» EXERCISE DETAILS: All of the records must be restated exactly, with every line complete.

Start of WORKING DATA

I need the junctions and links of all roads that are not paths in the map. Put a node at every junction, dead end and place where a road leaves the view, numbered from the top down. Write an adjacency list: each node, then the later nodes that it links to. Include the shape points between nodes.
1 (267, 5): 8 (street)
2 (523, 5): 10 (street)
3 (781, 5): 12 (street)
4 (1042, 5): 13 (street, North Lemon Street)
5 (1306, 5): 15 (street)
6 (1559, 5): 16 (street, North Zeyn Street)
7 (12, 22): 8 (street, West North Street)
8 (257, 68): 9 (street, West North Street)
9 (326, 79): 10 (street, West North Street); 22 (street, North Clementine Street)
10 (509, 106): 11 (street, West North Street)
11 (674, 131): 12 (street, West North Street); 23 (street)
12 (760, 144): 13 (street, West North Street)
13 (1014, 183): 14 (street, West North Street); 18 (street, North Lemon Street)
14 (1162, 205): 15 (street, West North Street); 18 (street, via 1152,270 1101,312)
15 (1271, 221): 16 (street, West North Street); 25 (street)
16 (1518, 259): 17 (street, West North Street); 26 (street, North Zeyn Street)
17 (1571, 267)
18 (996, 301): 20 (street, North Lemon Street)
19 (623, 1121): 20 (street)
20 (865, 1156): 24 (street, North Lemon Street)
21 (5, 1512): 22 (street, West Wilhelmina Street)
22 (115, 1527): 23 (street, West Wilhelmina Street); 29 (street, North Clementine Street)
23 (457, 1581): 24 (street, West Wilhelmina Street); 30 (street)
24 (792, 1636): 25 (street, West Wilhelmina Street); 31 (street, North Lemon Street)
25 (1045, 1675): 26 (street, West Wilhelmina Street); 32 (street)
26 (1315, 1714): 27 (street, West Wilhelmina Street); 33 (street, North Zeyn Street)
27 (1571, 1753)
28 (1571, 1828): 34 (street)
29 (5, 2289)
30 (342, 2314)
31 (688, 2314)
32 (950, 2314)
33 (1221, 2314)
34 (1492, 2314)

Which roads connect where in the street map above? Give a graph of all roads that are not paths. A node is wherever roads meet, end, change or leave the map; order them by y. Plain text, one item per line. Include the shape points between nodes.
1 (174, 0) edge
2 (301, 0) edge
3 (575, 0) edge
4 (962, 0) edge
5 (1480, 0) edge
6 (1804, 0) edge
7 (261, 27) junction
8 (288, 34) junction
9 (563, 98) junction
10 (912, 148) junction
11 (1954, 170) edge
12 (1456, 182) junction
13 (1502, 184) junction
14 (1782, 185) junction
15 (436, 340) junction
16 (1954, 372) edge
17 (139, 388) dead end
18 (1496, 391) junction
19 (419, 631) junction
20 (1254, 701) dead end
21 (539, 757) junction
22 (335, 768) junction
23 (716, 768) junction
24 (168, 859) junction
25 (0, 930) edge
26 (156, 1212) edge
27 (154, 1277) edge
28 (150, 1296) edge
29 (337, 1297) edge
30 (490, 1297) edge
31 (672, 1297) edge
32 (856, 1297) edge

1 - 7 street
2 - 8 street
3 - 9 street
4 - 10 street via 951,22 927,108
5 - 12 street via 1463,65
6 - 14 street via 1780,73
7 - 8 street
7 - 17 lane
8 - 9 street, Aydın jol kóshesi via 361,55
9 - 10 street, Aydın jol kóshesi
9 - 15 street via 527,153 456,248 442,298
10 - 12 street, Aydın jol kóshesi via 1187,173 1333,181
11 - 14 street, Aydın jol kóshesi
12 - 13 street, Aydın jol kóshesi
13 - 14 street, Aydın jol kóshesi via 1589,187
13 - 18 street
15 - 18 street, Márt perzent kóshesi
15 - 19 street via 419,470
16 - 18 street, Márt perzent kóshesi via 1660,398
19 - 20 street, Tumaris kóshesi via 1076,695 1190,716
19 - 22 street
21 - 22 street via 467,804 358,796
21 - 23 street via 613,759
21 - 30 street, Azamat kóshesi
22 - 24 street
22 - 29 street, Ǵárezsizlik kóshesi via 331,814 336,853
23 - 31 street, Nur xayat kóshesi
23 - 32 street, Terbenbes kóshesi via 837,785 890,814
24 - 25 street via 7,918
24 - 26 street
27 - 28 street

End of WORKING DATA

» THE ANSWER:
I need the junctions and links of all roads that are not paths in the map. Put a node at every junction, dead end and place where a road leaves the view, numbered from the top down. Write an adjacency list: each node, then the later nodes that it links to. Include the shape points between nodes.
1 (267, 5): 8 (street)
2 (523, 5): 10 (street)
3 (781, 5): 12 (street)
4 (1042, 5): 13 (street, North Lemon Street)
5 (1306, 5): 15 (street)
6 (1559, 5): 16 (street, North Zeyn Street)
7 (12, 22): 8 (street, West North Street)
8 (257, 68): 9 (street, West North Street)
9 (326, 79): 10 (street, West North Street); 22 (street, North Clementine Street)
10 (509, 106): 11 (street, West North Street)
11 (674, 131): 12 (street, West North Street); 23 (street)
12 (760, 144): 13 (street, West North Street)
13 (1014, 183): 14 (street, West North Street); 18 (street, North Lemon Street)
14 (1162, 205): 15 (street, West North Street); 18 (street, via 1152,270 1101,312)
15 (1271, 221): 16 (street, West North Street); 25 (street)
16 (1518, 259): 17 (street, West North Street); 26 (street, North Zeyn Street)
17 (1571, 267)
18 (996, 301): 20 (street, North Lemon Street)
19 (623, 1121): 20 (street)
20 (865, 1156): 24 (street, North Lemon Street)
21 (5, 1512): 22 (street, West Wilhelmina Street)
22 (115, 1527): 23 (street, West Wilhelmina Street); 29 (street, North Clementine Street)
23 (457, 1581): 24 (street, West Wilhelmina Street); 30 (street)
24 (792, 1636): 25 (street, West Wilhelmina Street); 31 (street, North Lemon Street)
25 (1045, 1675): 26 (street, West Wilhelmina Street); 32 (street)
26 (1315, 1714): 27 (street, West Wilhelmina Street); 33 (street, North Zeyn Street)
27 (1571, 1753)
28 (1571, 1828): 34 (street)
29 (5, 2289)
30 (342, 2314)
31 (688, 2314)
32 (950, 2314)
33 (1221, 2314)
34 (1492, 2314)

Which roads connect where in the street map above? Give a graph of all roads that are not paths. A node is wherever roads meet, end, change or leave the map; order them by y. Plain text, one item per line. Include the shape points between nodes.
1 (174, 0) edge
2 (301, 0) edge
3 (575, 0) edge
4 (962, 0) edge
5 (1480, 0) edge
6 (1804, 0) edge
7 (261, 27) junction
8 (288, 34) junction
9 (563, 98) junction
10 (912, 148) junction
11 (1954, 170) edge
12 (1456, 182) junction
13 (1502, 184) junction
14 (1782, 185) junction
15 (436, 340) junction
16 (1954, 372) edge
17 (139, 388) dead end
18 (1496, 391) junction
19 (419, 631) junction
20 (1254, 701) dead end
21 (539, 757) junction
22 (335, 768) junction
23 (716, 768) junction
24 (168, 859) junction
25 (0, 930) edge
26 (156, 1212) edge
27 (154, 1277) edge
28 (150, 1296) edge
29 (337, 1297) edge
30 (490, 1297) edge
31 (672, 1297) edge
32 (856, 1297) edge

1 - 7 street
2 - 8 street
3 - 9 street
4 - 10 street via 951,22 927,108
5 - 12 street via 1463,65
6 - 14 street via 1780,73
7 - 8 street
7 - 17 lane
8 - 9 street, Aydın jol kóshesi via 361,55
9 - 10 street, Aydın jol kóshesi
9 - 15 street via 527,153 456,248 442,298
10 - 12 street, Aydın jol kóshesi via 1187,173 1333,181
11 - 14 street, Aydın jol kóshesi
12 - 13 street, Aydın jol kóshesi
13 - 14 street, Aydın jol kóshesi via 1589,187
13 - 18 street
15 - 18 street, Márt perzent kóshesi
15 - 19 street via 419,470
16 - 18 street, Márt perzent kóshesi via 1660,398
19 - 20 street, Tumaris kóshesi via 1076,695 1190,716
19 - 22 street
21 - 22 street via 467,804 358,796
21 - 23 street via 613,759
21 - 30 street, Azamat kóshesi
22 - 24 street
22 - 29 street, Ǵárezsizlik kóshesi via 331,814 336,853
23 - 31 street, Nur xayat kóshesi
23 - 32 street, Terbenbes kóshesi via 837,785 890,814
24 - 25 street via 7,918
24 - 26 street
27 - 28 street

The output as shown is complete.